O telescópio espacial Hubble, localizado na órbita da Terra, é um potente olho do universo, capaz de registrar imagens jamais vistas pelo ser humano.
A 600 quilômetros de altura, na órbita terrestre, localiza-se um dos mais importantes instrumentos astronômicos já produzidos: o telescópio espacial Hubble. Instalado em 1990, com o auxílio do ônibus espacial Discovery, o Hubble apresentou ‘’miopia’’ logo que entrou em funcionamento. Foi consertado  por astronautas em uma operação arriscada e, desde então, captou algumas das imagens mais espetaculares já vistas. Menor do que muitos telescópios em terra. Ele conta, porém, com uma grande vantagem: a visão límpida do espaço, quase sem interferência da atmosfera.

Telescópio Hubble

O Hubble tem registrado fotografias belíssimas de galáxias, berçários de estrelas e explosões cósmicas.O espetáculo para os olhos, porém, é apenas uma pequena parte do potencial do telescópio.
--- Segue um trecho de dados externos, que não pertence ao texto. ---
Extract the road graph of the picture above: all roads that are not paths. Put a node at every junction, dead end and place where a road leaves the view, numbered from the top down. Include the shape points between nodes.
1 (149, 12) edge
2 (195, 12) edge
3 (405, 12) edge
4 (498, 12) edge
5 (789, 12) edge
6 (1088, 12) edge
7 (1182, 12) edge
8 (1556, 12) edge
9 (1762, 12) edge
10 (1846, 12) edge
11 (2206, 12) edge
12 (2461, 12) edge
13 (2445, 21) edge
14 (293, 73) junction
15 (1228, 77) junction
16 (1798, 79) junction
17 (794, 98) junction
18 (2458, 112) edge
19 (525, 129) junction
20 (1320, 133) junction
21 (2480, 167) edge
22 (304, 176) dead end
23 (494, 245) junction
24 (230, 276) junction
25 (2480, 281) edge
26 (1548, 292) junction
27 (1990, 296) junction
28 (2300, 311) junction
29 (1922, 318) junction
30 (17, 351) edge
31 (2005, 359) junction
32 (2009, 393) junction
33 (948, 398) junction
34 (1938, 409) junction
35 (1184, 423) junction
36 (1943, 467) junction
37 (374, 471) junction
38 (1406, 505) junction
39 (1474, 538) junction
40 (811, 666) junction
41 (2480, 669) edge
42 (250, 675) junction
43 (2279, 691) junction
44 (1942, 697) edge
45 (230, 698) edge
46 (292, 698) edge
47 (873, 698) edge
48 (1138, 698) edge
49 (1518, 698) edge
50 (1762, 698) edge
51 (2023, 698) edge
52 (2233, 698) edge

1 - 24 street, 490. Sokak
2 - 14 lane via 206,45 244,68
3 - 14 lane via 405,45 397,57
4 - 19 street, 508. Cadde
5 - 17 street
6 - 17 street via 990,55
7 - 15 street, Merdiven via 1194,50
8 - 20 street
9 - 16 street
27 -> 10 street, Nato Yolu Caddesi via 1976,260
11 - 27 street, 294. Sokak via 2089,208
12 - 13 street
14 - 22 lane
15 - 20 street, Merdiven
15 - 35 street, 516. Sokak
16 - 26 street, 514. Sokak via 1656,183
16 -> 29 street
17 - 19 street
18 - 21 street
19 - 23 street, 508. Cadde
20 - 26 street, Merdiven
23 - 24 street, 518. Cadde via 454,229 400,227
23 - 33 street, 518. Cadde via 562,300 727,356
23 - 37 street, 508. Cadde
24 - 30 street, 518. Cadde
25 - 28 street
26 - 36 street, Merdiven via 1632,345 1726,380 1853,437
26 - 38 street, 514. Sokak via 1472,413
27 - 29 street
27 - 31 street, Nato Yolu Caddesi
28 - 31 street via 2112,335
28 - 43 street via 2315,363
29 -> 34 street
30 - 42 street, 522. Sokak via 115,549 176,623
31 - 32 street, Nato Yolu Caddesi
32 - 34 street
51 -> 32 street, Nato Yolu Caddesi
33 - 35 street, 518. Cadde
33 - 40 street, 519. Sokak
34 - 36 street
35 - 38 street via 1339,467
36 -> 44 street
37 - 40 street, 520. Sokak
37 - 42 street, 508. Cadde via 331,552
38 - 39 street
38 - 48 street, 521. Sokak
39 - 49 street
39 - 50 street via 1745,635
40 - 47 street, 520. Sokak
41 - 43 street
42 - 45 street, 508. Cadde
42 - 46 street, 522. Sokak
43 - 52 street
As imagens são valiosíssimas para a ciência porque revelam dados fundamentais sobre o universo.
Um de seus registros mostra evidências que praticamente confirmam a existência de buracos negros, que os astrônomos supunham existir, mas não tinham como confirmar. Em três galáxias investigadas pelo telescópio, descobriu-se que a massa de centenas de milhões de sóis é comprimida em uma pequena região do espaço, o que parece comprovar a tese dos cientistas obre o comportamento  dos buracos negros.
Entre outros objetivos,o telescópio busca evidências sobre  a origem do universo, um dos maiores enigmas da astronomia. O Hubble está medindo as distâncias das galáxias mais longínquas para que seja possível estimar com maior precisão a idade do cosmos.

Por dentro do Hubble
O Hubble não foi o primeiro instrumento de observação espacial. Em 1972, a Nasa lançou o Copernicus, um telescópio com apenas 81 centímetros de diâmetro. Esta experiência pioneira abriu o caminho para o projeto do Hubble, que, além do espelho principal, com 2,4 metros, conta com espelhos secundários capazes de receber raios visíveis e também ultravioleta e infravermelho. Depois de captados pelos espelhos, os raios são processados para gerar imagens de alta definição -  a capacidade de resolução é dez vezes maior que qualquer telescópio em solo.
Um mês após o lançamento,o Hubble apresentou problemas: a lente refletora principal mostrou-se inadequada para focalizar com a precisão desejada. Em 1993, a Nasa enviou uma missão para corrigir o defeito. Atualmente, o Hubble está em pleno funcionamento. O aparelho leva 95 minutos para dar uma volta ao redor da Terra e é abastecido por dois painéis que coletam a energia solar para alimentar seus equipamentos.

Outros telescópios

Telescópio Spitzer
 O Hubble não é o único telescópio espacial. O Spitzer, lançado em agosto de 2003 e que provavelmente operou até 2008, fotografava objetos distantes. O Soho, por sua vez, permite ver em detalhes interações entre o Sol e a Terra. O Chandra, lançado em 1999, informa a quantidade, a posição e a energia dos raios X por meio de seu dispositivo fotográfico.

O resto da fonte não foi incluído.